Estimating Seasonal Changes in Volumetric Soil Water Content at Landscape Scales in a Savanna Ecosystem Using Two-Dimensional Resistivity Profiling

Abstract

Abstract Water distributed in deep soil reservoirs is an important factor determining the ecosystem structure of water-limited environments, such as the seasonal tropical savannas of South America. In this study a two-dimensional (2D) geoelectrical profiling technique was employed to estimate seasonal dynamics of soil water content to 10-m depth along transects of 275 m in savanna vegetation during the period between 2002 and 2006. Methods were developed to convert resistivity values along these 2D resistivity profiles into volumetric water content (VWC) by soil depth.

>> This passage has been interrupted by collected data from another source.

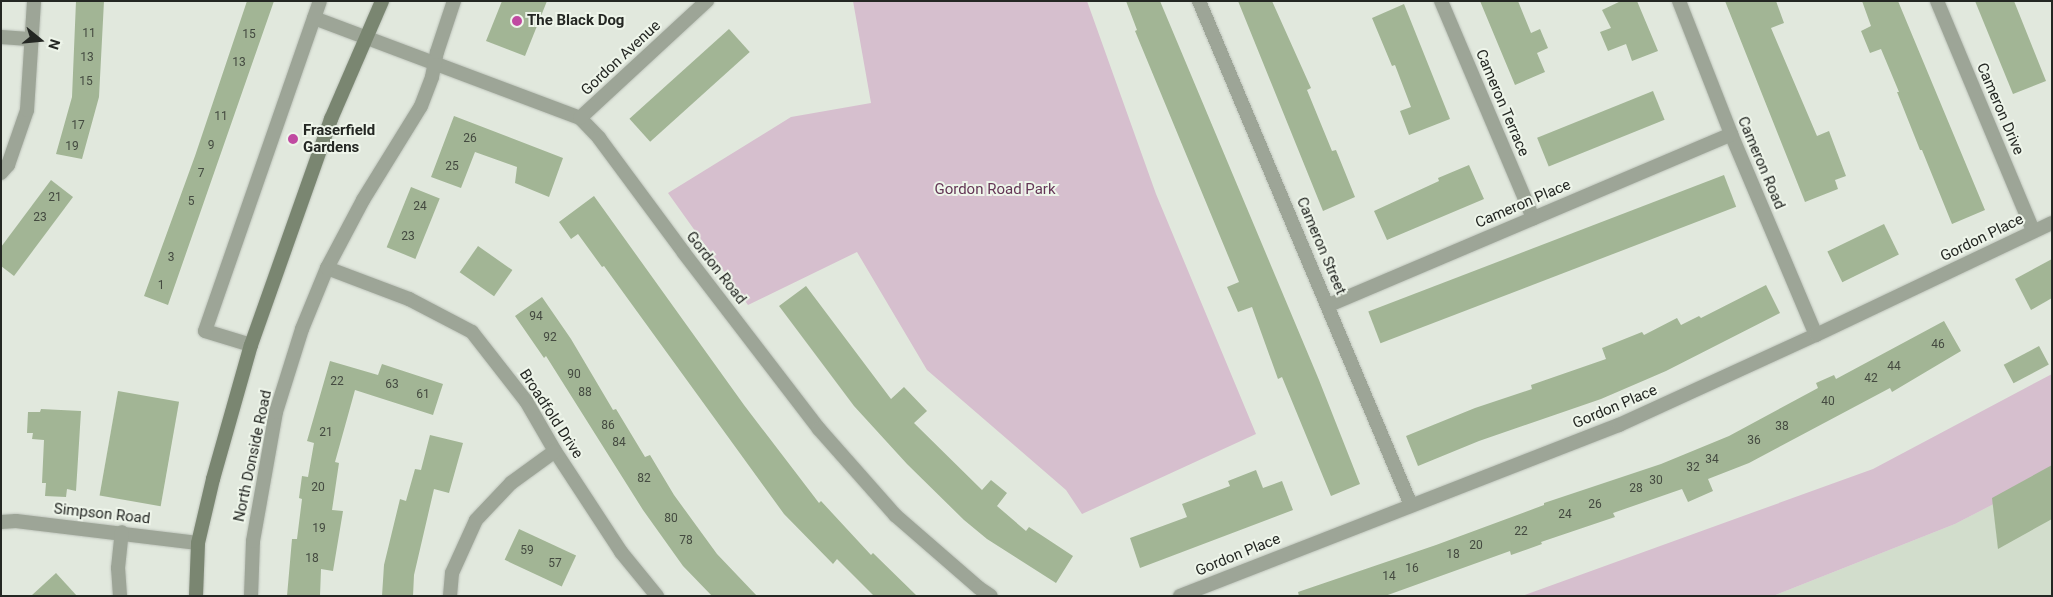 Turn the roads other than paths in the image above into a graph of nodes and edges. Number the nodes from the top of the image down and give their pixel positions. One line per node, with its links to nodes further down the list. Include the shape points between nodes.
1 (34, 1): 13 (street)
2 (320, 1): 10 (street)
3 (382, 1): 12 (main road, North Donside Road)
4 (454, 1): 14 (street, North Donside Road)
5 (707, 1): 15 (street, Gordon Avenue)
6 (1200, 1): 22 (street, Cameron Street)
7 (1441, 1): 18 (street, Cameron Terrace)
8 (1679, 1): 16 (street, Cameron Road)
9 (1937, 1): 20 (street, Cameron Drive)
10 (314, 18): 12 (street); 24 (street, via 205,331)
11 (1, 37): 13 (street)
12 (366, 38): 14 (street, Gordon Road); 24 (main road, North Donside Road, via 331,120)
13 (32, 39): 17 (street, via 27,110 8,165)
14 (435, 64): 15 (street, Gordon Road); 21 (street, North Donside Road, via 421,106 363,200)
15 (580, 118): 35 (street, Gordon Road, via 600,138 819,429 895,516)
16 (1731, 134): 18 (street, Cameron Place); 23 (street, Cameron Road)
17 (1, 173)
18 (1533, 218): 22 (street, Cameron Place)
19 (2052, 223): 20 (street, Gordon Place)
20 (2033, 230): 23 (street, Gordon Place)
21 (327, 268): 25 (street, Broadfold Drive, via 410,299 472,332 526,401); 32 (street, North Donside Road, via 302,329 276,412 253,541)
22 (1328, 305): 26 (street, Cameron Street)
23 (1816, 335): 26 (street, Gordon Place, via 1619,425)
24 (251, 345): 29 (main road, North Donside Road)
25 (555, 451): 33 (street, via 511,482 476,520 452,573); 34 (street, Broadfold Drive, via 621,552)
26 (1411, 505): 36 (street, Gordon Place)
27 (1, 522): 28 (street, Simpson Road)
28 (122, 532): 29 (street, Simpson Road); 30 (street, via 118,568)
29 (198, 542): 31 (main road, North Donside Road)
30 (120, 596)
31 (196, 596)
32 (251, 596)
33 (450, 596)
34 (657, 596)
35 (991, 596)
36 (1180, 596)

The 2D resistivity profiles revealed the following soil and aquifer structure characterizing the underground environment: 0–4 m of permanently unsaturated and seasonally droughty soil, less severely dry unsaturated soil at about 4–7 m, nearly permanently saturated soil between 7 and 10 m, mostly impermeable saprolite interspaced with fresh bedrock of parent material at about 10–30 m, and a region of highly conductive water-saturated material at 30 m and below. Considerable spatial variation of these relative depths is clearly demonstrated along the transects. Temporal dynamics in VWC indicate that the active zone of water uptake is predominantly at 0–7 m, and follows the seasonal cycles of precipitation and evapotranspiration. Uptake from below 7 m may have been critical for a short period near the beginning of the rainy season, although the seasonal variations in VWC in the 7–10-m layer are relatively small and lag the surface water recharge for about 6 months. Calculations using a simple 1-box water balance model indicate that average total runoff was 15–25 mm month−1 in the wet season and about 6–9 mm month−1 in the dry season. Modeled ET was about 75–85 mm month−1 in the wet season and 20–25 mm month−1 in the dry season. Variation in basal area and tree density along one transect was positively correlated with VWC of the 0–3-m and 0–7-m soil depths, respectively, during the wettest months. These multitemporal measurements demonstrate that the along-transect spatial differences in soil moisture are quasi-permanent and influence vegetation structure at the scale of tens to hundreds of meters.